• EXTRACTED DATA
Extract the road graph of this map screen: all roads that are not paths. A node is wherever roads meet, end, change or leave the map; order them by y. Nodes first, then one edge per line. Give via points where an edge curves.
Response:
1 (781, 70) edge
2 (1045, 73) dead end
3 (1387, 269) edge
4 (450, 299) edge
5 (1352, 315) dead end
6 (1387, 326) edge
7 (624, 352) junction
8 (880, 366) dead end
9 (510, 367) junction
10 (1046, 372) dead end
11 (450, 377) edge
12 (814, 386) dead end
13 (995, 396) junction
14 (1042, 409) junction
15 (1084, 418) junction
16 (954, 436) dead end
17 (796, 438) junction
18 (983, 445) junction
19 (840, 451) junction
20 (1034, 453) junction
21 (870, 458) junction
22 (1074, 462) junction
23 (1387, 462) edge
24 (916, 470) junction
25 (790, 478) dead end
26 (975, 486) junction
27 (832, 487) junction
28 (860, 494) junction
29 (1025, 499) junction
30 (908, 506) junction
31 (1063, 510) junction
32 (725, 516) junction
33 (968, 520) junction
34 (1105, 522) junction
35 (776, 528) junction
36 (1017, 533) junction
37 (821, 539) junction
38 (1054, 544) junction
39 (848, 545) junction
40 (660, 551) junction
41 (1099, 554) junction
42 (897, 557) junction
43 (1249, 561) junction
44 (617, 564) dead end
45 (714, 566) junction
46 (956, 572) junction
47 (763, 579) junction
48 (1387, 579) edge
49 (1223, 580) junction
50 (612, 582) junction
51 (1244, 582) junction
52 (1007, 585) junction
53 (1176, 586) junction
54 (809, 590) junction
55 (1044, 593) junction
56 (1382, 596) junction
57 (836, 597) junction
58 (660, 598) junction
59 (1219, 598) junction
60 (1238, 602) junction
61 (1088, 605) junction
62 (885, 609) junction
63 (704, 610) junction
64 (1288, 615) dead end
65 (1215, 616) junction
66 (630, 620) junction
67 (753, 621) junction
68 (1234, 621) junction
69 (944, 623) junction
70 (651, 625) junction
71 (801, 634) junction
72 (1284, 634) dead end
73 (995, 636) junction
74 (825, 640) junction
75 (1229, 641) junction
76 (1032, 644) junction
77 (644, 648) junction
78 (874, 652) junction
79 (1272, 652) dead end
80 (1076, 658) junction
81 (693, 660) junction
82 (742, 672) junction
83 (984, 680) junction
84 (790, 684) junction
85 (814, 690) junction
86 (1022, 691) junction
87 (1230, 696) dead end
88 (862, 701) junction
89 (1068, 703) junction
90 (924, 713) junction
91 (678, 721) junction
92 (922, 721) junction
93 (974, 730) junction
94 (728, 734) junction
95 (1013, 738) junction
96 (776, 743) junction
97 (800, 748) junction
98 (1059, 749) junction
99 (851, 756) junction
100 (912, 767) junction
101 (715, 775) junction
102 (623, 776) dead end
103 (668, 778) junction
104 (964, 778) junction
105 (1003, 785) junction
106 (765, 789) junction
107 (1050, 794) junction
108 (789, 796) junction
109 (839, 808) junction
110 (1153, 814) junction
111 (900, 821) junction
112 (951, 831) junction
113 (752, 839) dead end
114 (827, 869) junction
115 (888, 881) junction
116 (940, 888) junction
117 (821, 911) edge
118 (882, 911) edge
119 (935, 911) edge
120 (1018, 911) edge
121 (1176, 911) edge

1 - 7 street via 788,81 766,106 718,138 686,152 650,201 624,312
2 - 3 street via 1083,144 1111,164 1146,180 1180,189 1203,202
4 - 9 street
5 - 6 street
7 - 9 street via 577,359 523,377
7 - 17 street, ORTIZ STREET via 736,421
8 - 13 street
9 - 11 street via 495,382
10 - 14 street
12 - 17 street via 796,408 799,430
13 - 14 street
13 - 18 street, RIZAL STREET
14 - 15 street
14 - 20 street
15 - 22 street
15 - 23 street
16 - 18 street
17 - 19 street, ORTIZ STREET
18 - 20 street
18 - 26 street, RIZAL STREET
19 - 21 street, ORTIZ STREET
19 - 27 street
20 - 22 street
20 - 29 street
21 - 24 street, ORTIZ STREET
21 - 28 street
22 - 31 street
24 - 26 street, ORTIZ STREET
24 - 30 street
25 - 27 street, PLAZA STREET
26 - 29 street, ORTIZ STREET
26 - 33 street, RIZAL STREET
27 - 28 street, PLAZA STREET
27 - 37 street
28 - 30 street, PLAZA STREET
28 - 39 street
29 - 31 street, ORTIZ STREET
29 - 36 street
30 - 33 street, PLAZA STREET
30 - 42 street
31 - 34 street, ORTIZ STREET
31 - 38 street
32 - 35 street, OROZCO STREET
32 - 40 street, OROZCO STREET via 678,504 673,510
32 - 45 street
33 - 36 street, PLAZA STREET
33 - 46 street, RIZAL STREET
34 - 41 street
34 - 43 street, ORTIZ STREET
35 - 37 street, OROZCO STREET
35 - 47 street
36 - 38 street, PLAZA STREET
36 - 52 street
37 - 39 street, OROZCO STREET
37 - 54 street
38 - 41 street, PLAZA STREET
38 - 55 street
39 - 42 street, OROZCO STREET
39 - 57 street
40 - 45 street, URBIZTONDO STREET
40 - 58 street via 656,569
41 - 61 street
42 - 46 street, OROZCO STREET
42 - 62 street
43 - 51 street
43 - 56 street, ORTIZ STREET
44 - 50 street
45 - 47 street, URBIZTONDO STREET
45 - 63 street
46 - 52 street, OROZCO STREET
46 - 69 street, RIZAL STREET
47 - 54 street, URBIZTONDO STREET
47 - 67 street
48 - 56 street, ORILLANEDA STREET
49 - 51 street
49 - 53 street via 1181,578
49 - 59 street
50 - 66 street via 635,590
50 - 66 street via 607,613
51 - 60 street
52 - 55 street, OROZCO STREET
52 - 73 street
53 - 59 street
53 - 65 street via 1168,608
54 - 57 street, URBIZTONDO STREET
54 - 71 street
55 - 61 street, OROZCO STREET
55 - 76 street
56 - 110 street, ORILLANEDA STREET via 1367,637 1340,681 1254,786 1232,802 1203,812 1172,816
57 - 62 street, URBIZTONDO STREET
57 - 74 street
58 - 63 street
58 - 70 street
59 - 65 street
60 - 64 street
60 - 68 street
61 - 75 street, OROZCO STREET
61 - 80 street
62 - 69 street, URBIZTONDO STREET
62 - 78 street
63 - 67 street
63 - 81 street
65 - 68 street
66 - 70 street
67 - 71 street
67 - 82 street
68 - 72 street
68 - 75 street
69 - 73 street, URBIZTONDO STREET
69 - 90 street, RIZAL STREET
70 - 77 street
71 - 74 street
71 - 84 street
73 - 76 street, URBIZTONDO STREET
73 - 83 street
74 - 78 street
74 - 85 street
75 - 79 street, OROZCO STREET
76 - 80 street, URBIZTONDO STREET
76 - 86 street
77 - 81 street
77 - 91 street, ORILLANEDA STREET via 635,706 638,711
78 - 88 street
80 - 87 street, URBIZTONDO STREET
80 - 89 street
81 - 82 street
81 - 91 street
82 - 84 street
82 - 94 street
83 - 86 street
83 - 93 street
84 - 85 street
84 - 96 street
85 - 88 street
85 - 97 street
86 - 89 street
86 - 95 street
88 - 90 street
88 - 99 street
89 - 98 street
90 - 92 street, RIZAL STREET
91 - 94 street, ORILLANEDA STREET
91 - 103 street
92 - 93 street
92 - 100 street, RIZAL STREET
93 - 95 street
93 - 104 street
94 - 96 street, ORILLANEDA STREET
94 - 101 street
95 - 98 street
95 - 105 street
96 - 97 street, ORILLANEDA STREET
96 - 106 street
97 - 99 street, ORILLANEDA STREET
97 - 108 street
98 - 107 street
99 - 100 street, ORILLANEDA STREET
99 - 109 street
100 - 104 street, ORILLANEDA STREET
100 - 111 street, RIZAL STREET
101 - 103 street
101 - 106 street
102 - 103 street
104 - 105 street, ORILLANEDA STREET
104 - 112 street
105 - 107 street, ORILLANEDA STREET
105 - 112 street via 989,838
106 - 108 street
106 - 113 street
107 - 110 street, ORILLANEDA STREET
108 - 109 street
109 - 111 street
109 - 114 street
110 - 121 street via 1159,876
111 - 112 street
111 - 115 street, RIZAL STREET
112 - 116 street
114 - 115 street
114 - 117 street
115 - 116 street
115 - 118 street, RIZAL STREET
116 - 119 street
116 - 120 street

• THE TASK
Throughout the data above, report every line that contains the string "PLAZA".

• THE ANSWER
25 - 27 street, PLAZA STREET
27 - 28 street, PLAZA STREET
28 - 30 street, PLAZA STREET
30 - 33 street, PLAZA STREET
33 - 36 street, PLAZA STREET
36 - 38 street, PLAZA STREET
38 - 41 street, PLAZA STREET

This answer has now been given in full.